Ce bord-là, j’avoue que je l’aime beaucoup.
Pas de cette nostalgie qui vous plonge et vous enferme dans le passé, non, j’aime bien le bord de mon enfance parce que paradoxalement, il me tourne vers mon demain.
Je m’y retrouve c’est vrai et je me retrouve aussi, pour continuer. L’image a beau être galvaudée, elle est souvent juste: nos racines nous font grandir encore.
Ce long week-end de Pentecôte a ouvert trois vieux cartons laissés fermés depuis quelques années. Je savais ce qu’il y avait dedans et pas vraiment de place pour ranger des albums “rouge et or”, la collection intégrale au dos criant de fuschia de la comtesse de Ségur, et des Martine aussi. Peut-être bien que j’aime raconter beaucoup plus fièrement l’audace des Club des cinq, la frondeur des collections vertes que j’empruntais aux garçons ou même des Fripounet remplis d’astuces: eux, ça fait longtemps que je les ai déballés.
Mais ces petits cartons aux allures rose bonbon, non.
Je crois bien qu’on aime une partie de soi toujours un peu plus qu’une autre.
J’ai ouvert le premier sans surprise. La comtesse était là avec ses malheurs de Sophie et son pauvre Blaise. Sourires.
J’ai ouvert le deuxième, les Martine trop sage. Sourires.
Et le dernier, plus léger, oh… quelques Fripounet oubliés. Des bricoles hétéroclites et quatre petits livres de poche.
Quatre petits livres. Oubliés. Presque complètement.
Et un. Parmi les quatre.
C’est étrange la mémoire.
Je me suis d’abord rappelée de sa couverture.
Le jeune garçon aux lèvres pincées, les bras repliés sur son guidon. Oui, je me souviens.
C’est alors que j’ai aperçu l’auteur.
L’étonnement est difficile à dire avec les mots.
Surtout quand ils cherchent comment la mémoire a pu oublier. Et son nom. Et l’histoire même de ce petit livre.
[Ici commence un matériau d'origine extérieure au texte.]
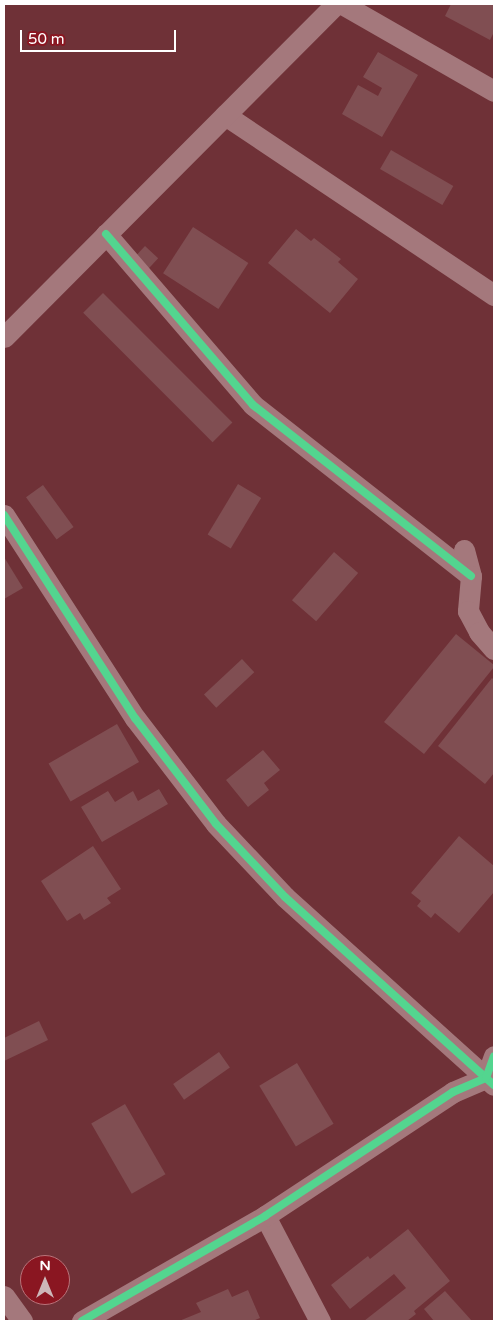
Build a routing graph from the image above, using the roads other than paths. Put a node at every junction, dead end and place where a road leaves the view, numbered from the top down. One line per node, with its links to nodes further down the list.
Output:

Je me suis arrêtée et trois quarts d’heure plus tard, j’ai émergé de ses pages jaunies par le temps.
Je n’avais rien gardé.
Rien de ce petit livre.
Juste le souvenir de l’avoir lu oui, ce dessin en noir et blanc à la dernière page, une fin d’histoire peut-être mais si peu. Tellement peu.
Ni l’histoire au fond.
Ni les prières d’Israël d’un petit garçon à bicyclette.
Ni les rues de Jérusalem.
Ni le titre de ce chapitre 3 “qui gravira la montagne du Seigneur ?” et mes souvenirs de balade à vélo avec ses mêmes mots pourtant. Exactement.
Il y a deux ans et demi, juste avant de partir en Terre Sainte, on m’a beaucoup parlé d’Amos Oz.
J’ai entendu là son nom pour la première fois.
C’est ce que j’ai cru.
Depuis j’ai lu neuf de ses romans. Je me disais depuis quelques jours d’ailleurs il faudrait que je lise encore, arriver à ma petite dizaine. J’aime bien lire autant que j’aime.
C’était sans compter sur ce rebord du temps qui m’avait une fois de plus bien devancé.
Voilà, je sais pourquoi j’aime tant le bord de mon enfance. Encore une fois, je m’y suis retrouvée.